The nations participant at the G7 Summit in Taormina, Italy, demand action from internet service providers and social media giants against extremist content online.
The effort is necessary to fight against terrorism in a wake of the recent tragic Manchester attack.
“The G7 calls for Communication Service Providers and social media companies to substantially increase their efforts to address terrorist content,” the G7 states said in a statement.
“We encourage industry to act urgently in developing and sharing new technology and tools to improve the automatic detection of content promoting incitement to violence, and we commit to supporting industry efforts in this vein including the proposed industry-led forum for combating online extremism,”

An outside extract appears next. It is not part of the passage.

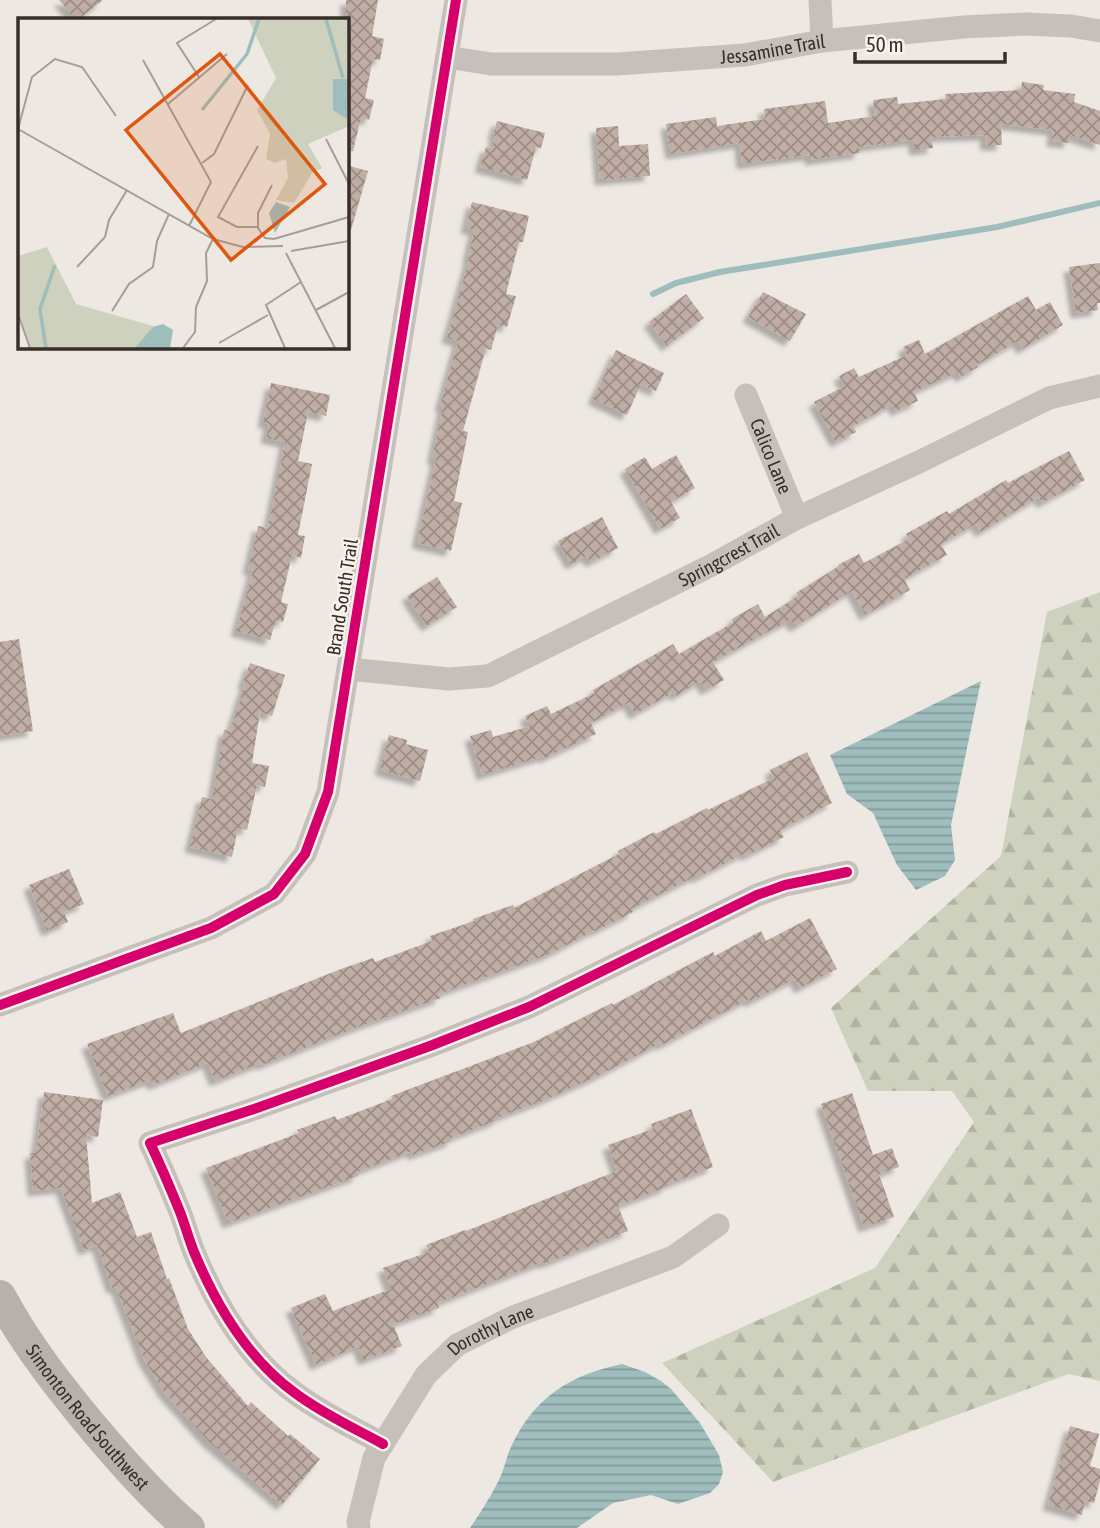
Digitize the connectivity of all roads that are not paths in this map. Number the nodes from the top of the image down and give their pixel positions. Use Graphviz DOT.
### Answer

Investigators believe that the Manchester bomber may have been radicalized online by Islamic State groups active on social media.
“Make no mistake: the fight is moving from the battlefield to the internet,” Prime Minister Theresa May told her G7 colleagues while chairing a discussion on counter-terrorism in the Sicilian resort of Taormina.
Another common objective of the G7 is the identification and the prosecution of foreign fighters involved in various conflicts various areas, such as the Syria and the Turkey.
The G7 states are requesting the support from local authorities to prosecute the foreign fighters, Lebanon, Jordan and Iraq are areas of high interested in the investigators.
The investigators believe that the Manchester bomber had been to Syria after visiting his parents’ homeland of Libya.
“It is vital we do more to cooperate with our partners in the region to step up returns and prosecutions of foreign fighters,” added May.
“This means improving intelligence-sharing, evidence gathering and bolstering countries’ police and legal processes.”
The G7 states have to improve information sharing processes on terrorism issued, law enforcements and intelligence agencies share results of the investigations and border security methods with countries where foreign fighters travel through or fight in.
Every time a foreign fighter cross a border, specific actions must be triggered to track down them and their organizations.
“When our allies find evidence, such as video or papers, of illegal activity involving foreign fighters, for example a Brit in a conflict zone, they should pass that to our authorities. It may help prosecute foreign fighters when they return.”